I’ll never forget the night my resistance began to break down. It had been a difficult week with Mom, including a trip to the emergency room (she was fine, but I was shaken). I was feeling tired and defensive, and I had no energy for the night’s exercise. So I just did it, as simply as I could, and Rob said to me, “That’s it. You think you have to do so much, Carolyn, but you don’t. When you just let go and be present, it’s beautiful.”

Well, thanks.  And . . . ouch.  I mean, I’ve spent decades working hard. I thought I knew my craft. But he was right, and I’ve come to see the value in his words, far beyond the walls of an acting class:  “Let go and be present.”  They apply to relationships, to goals, to work, and — deeply — to dementia care, where being in the present moment with your loved one is the greatest gift you can give.

Someone has been posting hand-painted signs around Atlanta for several years now, a kind of folk-art graffiti written on wooden planks and nailed to telephone poles in seemingly random combinations. There’s one near my house that says “Donkey” on one plank and “Food” on the other. I don’t get it, but it’s cool. There used to be one in an area where I sometimes work; it said, “We Live on a Broken Street.” I don’t know if it’s still there, but it spoke to me.

My favorite, by far, is high up on a utility pole, next to the stop sign at the end of my mom’s street. We stop beside it every time we go from her assisted living to the shops and restaurants nearby. It’s a guidepost for me, a mantra, a reminder of how to live, how to approach each new project, including the one I’m about to start.  Maybe I don’t know what I’m doing.  Maybe I don’t have to.  Maybe, not knowing is the key.


Dementia: Five Things You Can Do (and some you can’t)

A letter to my younger self (and anyone else who’s starting a journey in dementia care):

Hello, my dear!

I’ve been thinking about you a lot lately.

As I picture it, you’re sitting in the conference room at the neurologist’s office.  They’ve done a thorough workup on your mother:  MRI, physical, blood tests, questionnaires. Now you have the diagnosis everyone expected: she has dementia. They actually say it’s mild cognitive impairment, which may or may not progress, but you know where this is going.

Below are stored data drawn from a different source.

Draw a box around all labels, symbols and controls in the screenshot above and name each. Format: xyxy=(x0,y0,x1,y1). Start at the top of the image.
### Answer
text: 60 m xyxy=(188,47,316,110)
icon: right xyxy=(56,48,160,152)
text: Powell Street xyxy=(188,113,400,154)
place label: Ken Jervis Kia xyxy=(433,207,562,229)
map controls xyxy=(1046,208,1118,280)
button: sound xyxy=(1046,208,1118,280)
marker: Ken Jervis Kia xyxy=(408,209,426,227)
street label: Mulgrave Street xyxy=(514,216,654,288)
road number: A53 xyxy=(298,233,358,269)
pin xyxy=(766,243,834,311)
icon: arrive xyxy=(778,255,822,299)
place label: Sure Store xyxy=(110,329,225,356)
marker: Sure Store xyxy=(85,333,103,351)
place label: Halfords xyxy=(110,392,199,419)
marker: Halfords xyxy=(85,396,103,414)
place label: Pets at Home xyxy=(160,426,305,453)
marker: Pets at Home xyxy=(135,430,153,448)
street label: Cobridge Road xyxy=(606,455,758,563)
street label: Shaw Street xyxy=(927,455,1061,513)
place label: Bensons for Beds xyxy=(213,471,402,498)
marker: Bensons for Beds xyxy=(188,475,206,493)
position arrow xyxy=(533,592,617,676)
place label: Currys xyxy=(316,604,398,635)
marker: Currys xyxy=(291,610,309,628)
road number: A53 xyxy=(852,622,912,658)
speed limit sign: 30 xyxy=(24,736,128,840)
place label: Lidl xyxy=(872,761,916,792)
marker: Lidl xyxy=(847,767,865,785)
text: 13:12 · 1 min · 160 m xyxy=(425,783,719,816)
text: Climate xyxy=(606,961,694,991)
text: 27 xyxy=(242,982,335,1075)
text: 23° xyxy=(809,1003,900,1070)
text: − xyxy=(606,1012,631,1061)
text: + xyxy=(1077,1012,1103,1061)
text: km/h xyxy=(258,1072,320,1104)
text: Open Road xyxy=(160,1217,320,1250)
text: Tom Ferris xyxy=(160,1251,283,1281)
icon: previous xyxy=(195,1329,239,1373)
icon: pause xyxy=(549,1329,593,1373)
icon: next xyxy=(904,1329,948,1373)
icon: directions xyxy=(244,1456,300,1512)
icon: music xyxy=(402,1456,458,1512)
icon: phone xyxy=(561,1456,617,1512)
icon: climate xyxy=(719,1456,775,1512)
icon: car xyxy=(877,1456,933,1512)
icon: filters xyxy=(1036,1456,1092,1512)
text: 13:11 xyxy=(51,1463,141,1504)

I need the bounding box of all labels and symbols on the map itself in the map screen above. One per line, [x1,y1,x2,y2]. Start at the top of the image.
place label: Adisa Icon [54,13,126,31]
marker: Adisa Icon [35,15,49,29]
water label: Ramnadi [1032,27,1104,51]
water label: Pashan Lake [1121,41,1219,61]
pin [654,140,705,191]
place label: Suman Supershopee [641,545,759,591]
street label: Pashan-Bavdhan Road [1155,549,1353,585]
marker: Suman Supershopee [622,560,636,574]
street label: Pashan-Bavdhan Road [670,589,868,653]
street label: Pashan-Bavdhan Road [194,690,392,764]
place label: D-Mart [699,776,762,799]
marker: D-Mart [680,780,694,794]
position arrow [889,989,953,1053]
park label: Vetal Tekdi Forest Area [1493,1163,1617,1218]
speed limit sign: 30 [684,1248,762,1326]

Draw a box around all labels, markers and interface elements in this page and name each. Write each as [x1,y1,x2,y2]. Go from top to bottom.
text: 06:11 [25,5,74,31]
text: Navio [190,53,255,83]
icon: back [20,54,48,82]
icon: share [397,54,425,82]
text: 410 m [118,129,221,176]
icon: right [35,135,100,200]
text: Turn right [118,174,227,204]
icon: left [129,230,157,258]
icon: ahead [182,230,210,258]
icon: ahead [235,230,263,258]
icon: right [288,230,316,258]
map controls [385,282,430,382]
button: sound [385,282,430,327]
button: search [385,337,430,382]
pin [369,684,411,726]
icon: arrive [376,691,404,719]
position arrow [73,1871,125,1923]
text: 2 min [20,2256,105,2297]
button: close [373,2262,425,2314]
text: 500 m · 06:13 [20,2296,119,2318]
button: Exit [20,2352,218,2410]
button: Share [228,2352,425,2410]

You know it’s progressive. You know your mom is going to experience the same things you saw your grandmother go through: memory loss, paranoia, anxiety, frustration. You are heartbroken, angry and scared. You love your mom. You want her to be okay, for her sake and for yours. Because this disease is going to change both your lives.

You think, if only we could turn back the clock to a time when Mom was healthy, or turn it even further back to a time when people got old and died before their brains were susceptible to dementia. If only we could speed up the clock and live in the future we all dream of, a future in which dementia has been cured, in which we all take a miracle vaccine at 50 and live out our days without cognitive impairment.

But you don’t live in that halcyon past or miracle future. You live now, and she lives now, and you are going to have to get through this. So let me give you a list of things you can do — and things you can’t — as you move forward.

  1. You can’t fix it. Dementia is real. Of course you are going to read all the books and go to all the support groups and learn all the techniques for dealing with dementia. You are going to give it everything you’ve got, because you don’t want your mom to suffer, and you are sure that if you just learn one more therapeutic intervention you will break through and she’ll be fine and everything will get back to normal. But it won’t.
  2. You can’t keep her happy all the time. You have spent a lifetime trying to keep her happy — happy with your school work, happy with your prom date, happy on your wedding day, happy with her grandchildren. Everybody wants a happy mom. But she’s a human being, and her emotions are going to fluctuate. Sometimes she’ll be sad or angry. Dementia is going to magnify those feelings. You can help her feel better, but you can’t make her life perfect. It never was, and it never will be, even if you miraculously become the perfect daughter, which is another thing you can’t do.
  3. You can’t stop living your own life. You have work and friendships and a family of your own. You have precious years with your own offspring. You may think you can sacrifice your creative life, but you actually need it more than ever. You need to make things, build things, craft things, learn things. You need to grow. You can’t let yourself stagnate, or you will succumb to bitterness and resentment.
  4. You can’t medicate it away. The medical profession has not come up with a way to cure dementia. All the pills can do is slow down cognitive decline (in some cases) and reduce some of the anxiety. You are going to have to make hard decisions about how much medication you’re willing to give your mom; you’ll learn as much as you can about what helps and what’s dangerous. But medication is not going to give her a meaningful life. Only human interaction can do that. It was true before her dementia, and it’s true now. More true than ever.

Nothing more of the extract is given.